To be in good standing with the law, all people who make representations to the public authorities to obtain something must register there. This includes professional lobbyists who take corporate contracts to influence the government, but also corporate executives and employees who plead their case directly with elected officials or civil servants.
“It allows citizens and the media to know who is trying to influence a decision by a public institution,” summarizes Jean-François Routhier, Lobbying Commissioner since 2017.

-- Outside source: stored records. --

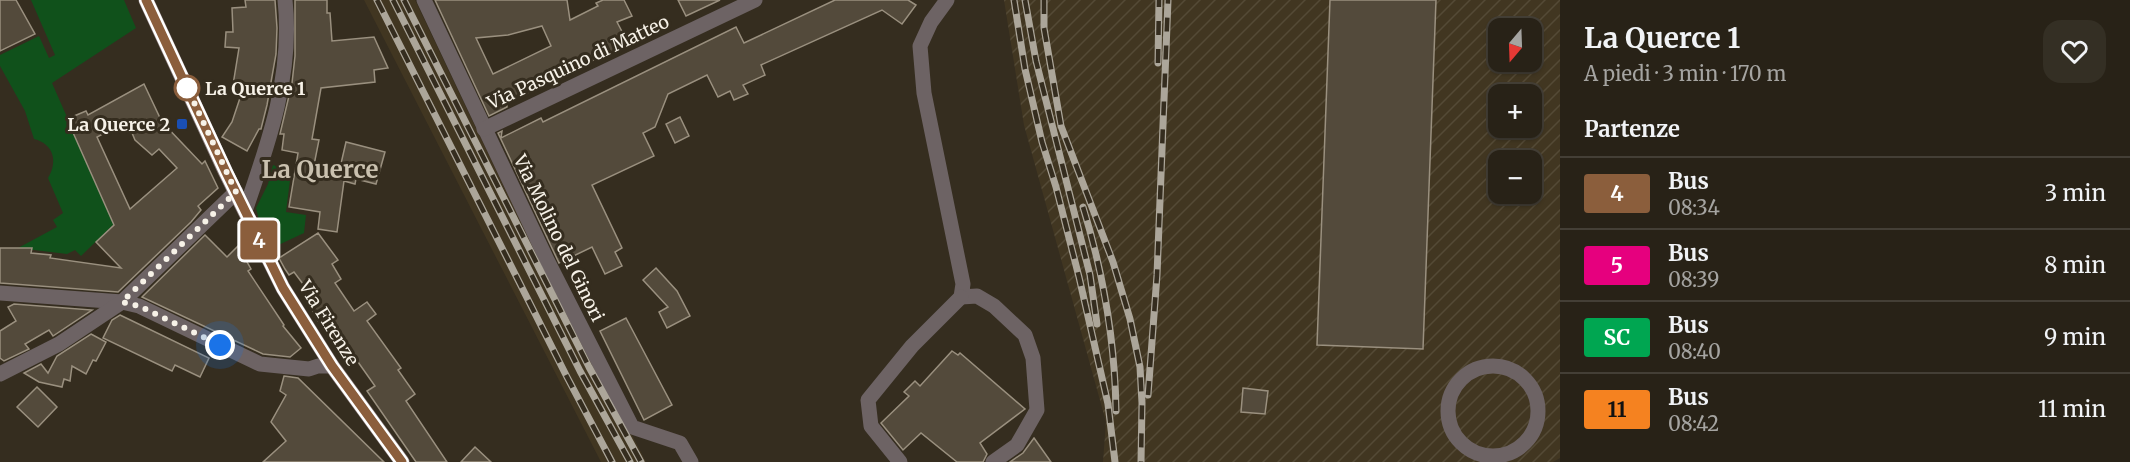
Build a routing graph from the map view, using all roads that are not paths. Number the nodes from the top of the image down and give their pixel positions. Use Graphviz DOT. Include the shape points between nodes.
graph roads {
  1 [pos="146,0"];
  2 [pos="424,0"];
  3 [pos="755,0"];
  4 [pos="947,0"];
  5 [pos="286,4"];
  6 [pos="483,129"];
  7 [pos="236,192"];
  8 [pos="245,211"];
  9 [pos="0,293"];
  10 [pos="962,297"];
  11 [pos="122,302"];
  12 [pos="332,366"];
  13 [pos="0,374"];
  14 [pos="1469,455"];
  15 [pos="1511,457"];
  16 [pos="402,462"];
  17 [pos="691,462"];
  18 [pos="900,462"];
  19 [pos="993,462"];
  1 -- 7 [label="main road, Via Firenze"];
  2 -- 6 [label="street, Via Molino del Ginori"];
  3 -- 6 [label="street, Via Pasquino di Matteo"];
  4 -- 10 [label="street" via="920,46 924,93 963,284"];
  5 -- 8 [label="street" via="287,51 279,100 268,147"];
  6 -- 17 [label="street, Via Molino del Ginori" via="632,427 680,443"];
  7 -- 8 [label="main road, Via Firenze"];
  7 -- 11 [label="street"];
  8 -- 12 [label="main road, Via Firenze" via="283,288"];
  9 -- 11 [label="street"];
  10 -- 18 [label="street" via="912,346 868,400 871,426"];
  10 -- 19 [label="street" via="977,296 994,306 1025,335 1033,358 1037,410 1017,445"];
  11 -- 12 [label="street" via="139,306 261,364 309,369"];
  11 -- 13 [label="street" via="59,344"];
  12 -- 16 [label="main road, Via Firenze"];
  14 -- 15 [label="street"];
  14 -- 15 [label="street" via="1451,424 1452,394 1474,371 1500,367 1513,371 1532,387 1539,411 1532,435"];
}
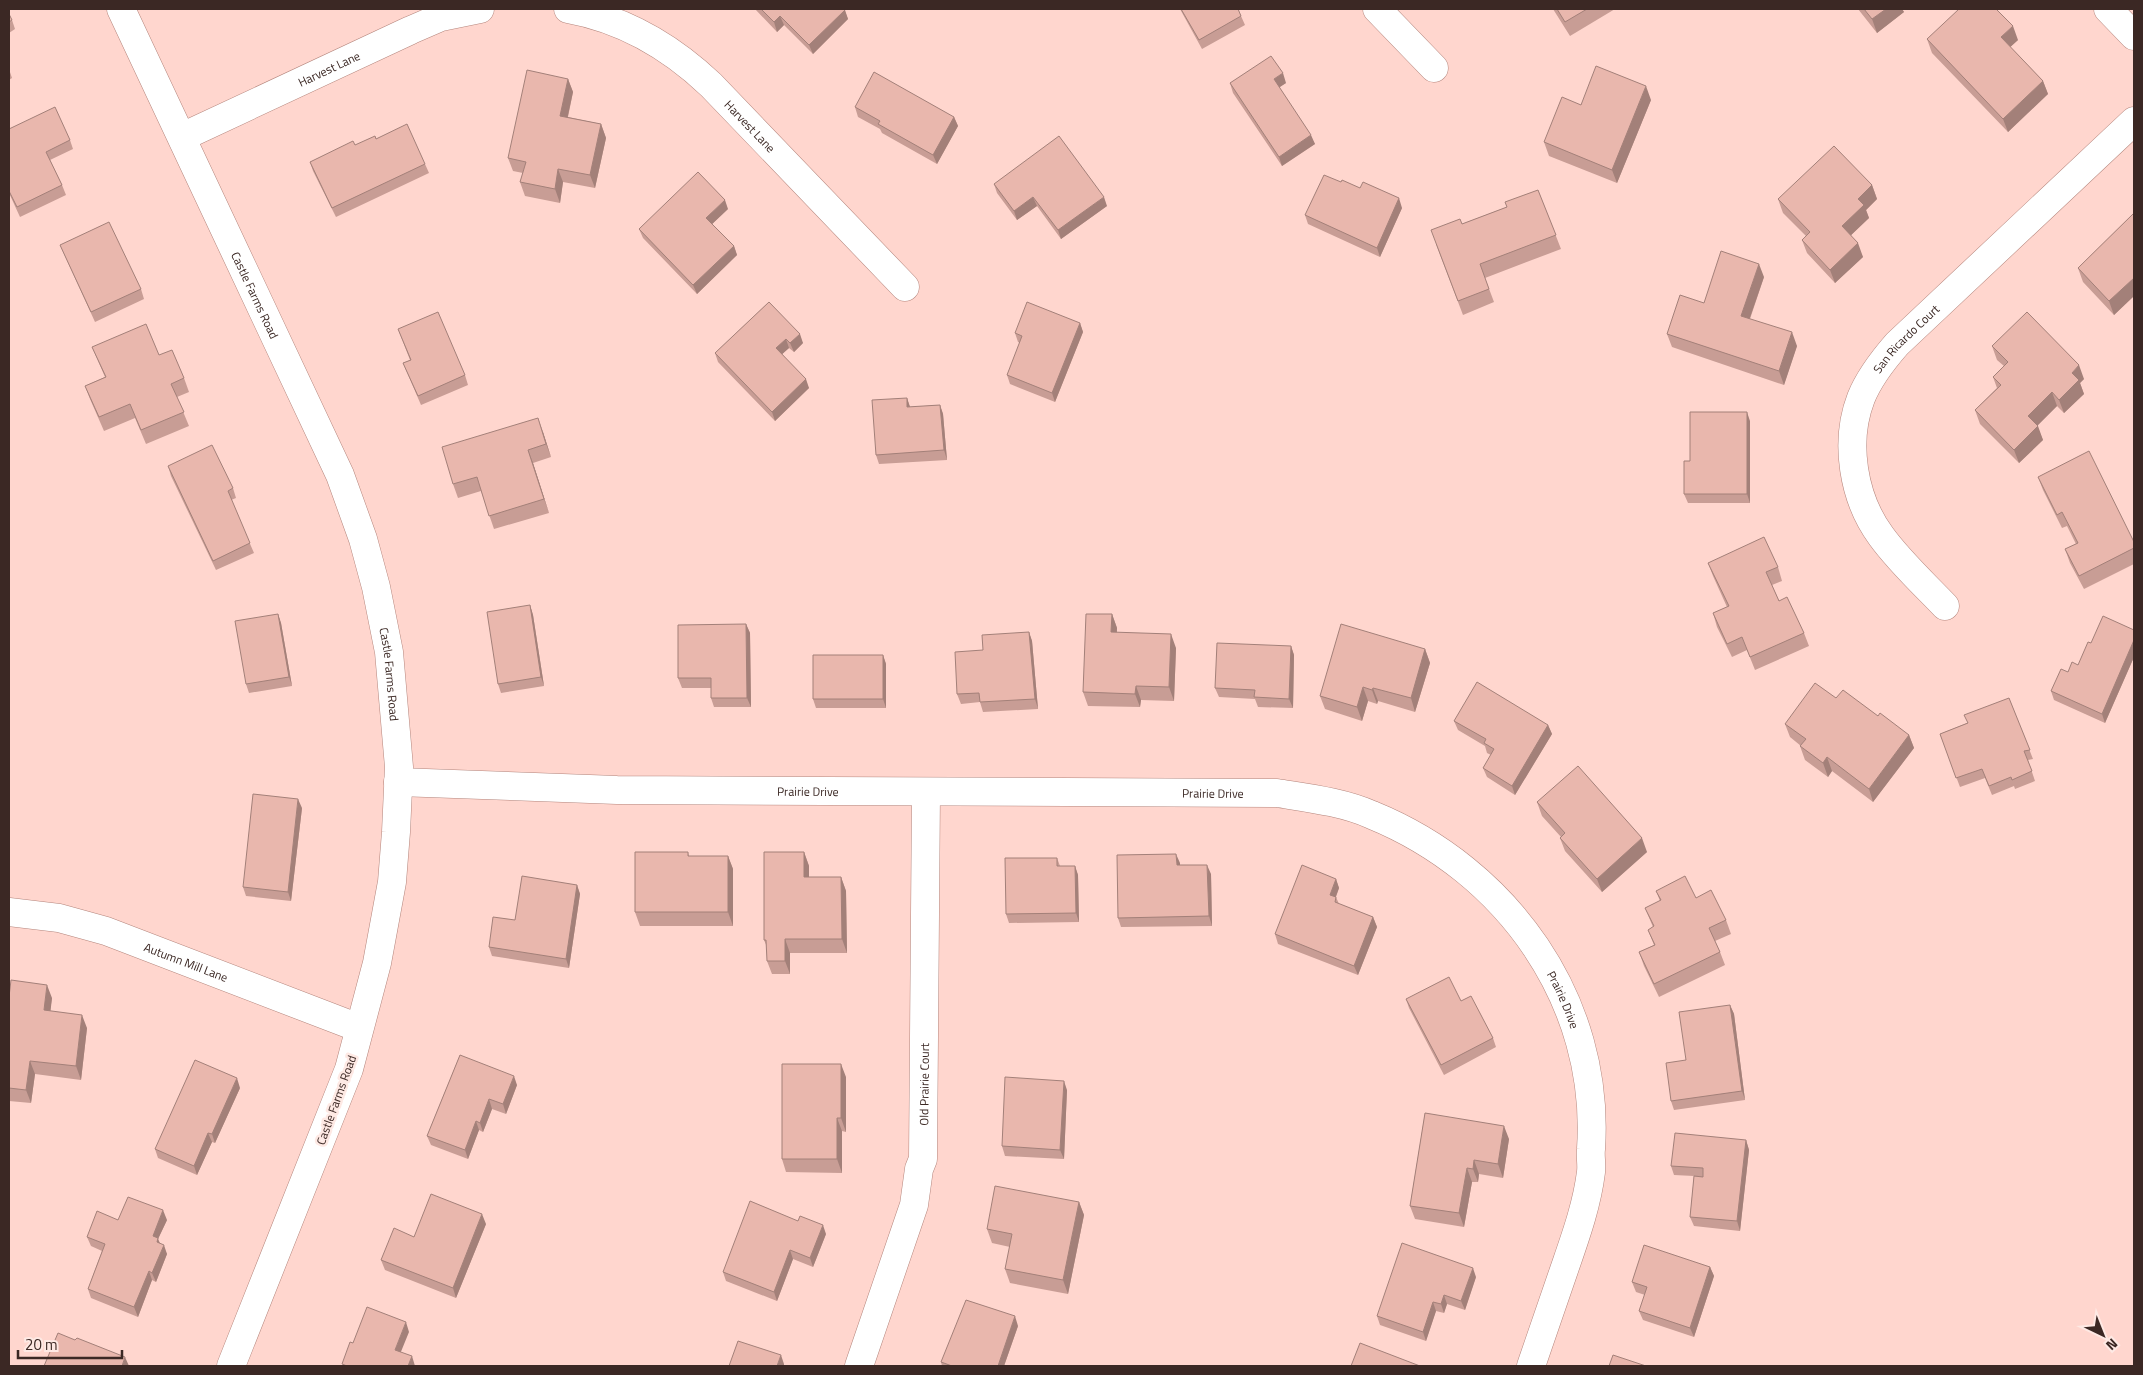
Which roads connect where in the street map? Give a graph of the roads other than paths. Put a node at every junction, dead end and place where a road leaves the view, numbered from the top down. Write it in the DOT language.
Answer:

The Registry is under the Lobbying Transparency and Ethics Act. “It’s an overturned freedom of information law,” said Ms.e Routhier. In other words, it is the person carrying out lobbying activities who must disclose their activity and their objectives themselves, in a public, accessible and free registry. In short, to find out if a company is trying to influence the government or a municipality, and for what purpose, there is no need to embark on a complicated process.
If the company meets its obligations, everything is already offered online.
There Law, then the Register, stemmed from a scandal that struck Bernard Landry’s PQ government in 2002. “We realized that we were monetizing access to the Prime Minister’s Office by forcing people to go through a of lobbyists and, of course, that caused a scandal,” explains the commissioner. The firm in question, Oxygène 9, belonged to a friend of Minister Gilles Baril.
To clean up, the government then piloted a bill that would put the register in place.
“Lobbying is not a sin. It is legitimate, just as it is legitimate to know the mandate of these people, their remuneration, their clients, ”declared then the Minister of Justice Paul Bégin, according to an article by colleague Denis Lessard at the time.
Quebec then modeled its new system on the Register of federal lobbyists, already in place since 1989 and online since 1997. Canvassers who wish to influence an elected official or an Ottawa official must register in this other system.
To return to the Quebec register, after more than 20 years of existence, it has just had a facelift. Renamed “Carrefour Lobby Québec”, the site should in principle allow easier research.
However, the beginnings of the new registry proved difficult in this regard. “The search engine at the beginning was really ugly”, agrees Commissioner Routhier himself.
Since the launch of the new site, search fields have been added and the functions will be further improved in the coming weeks, he promises.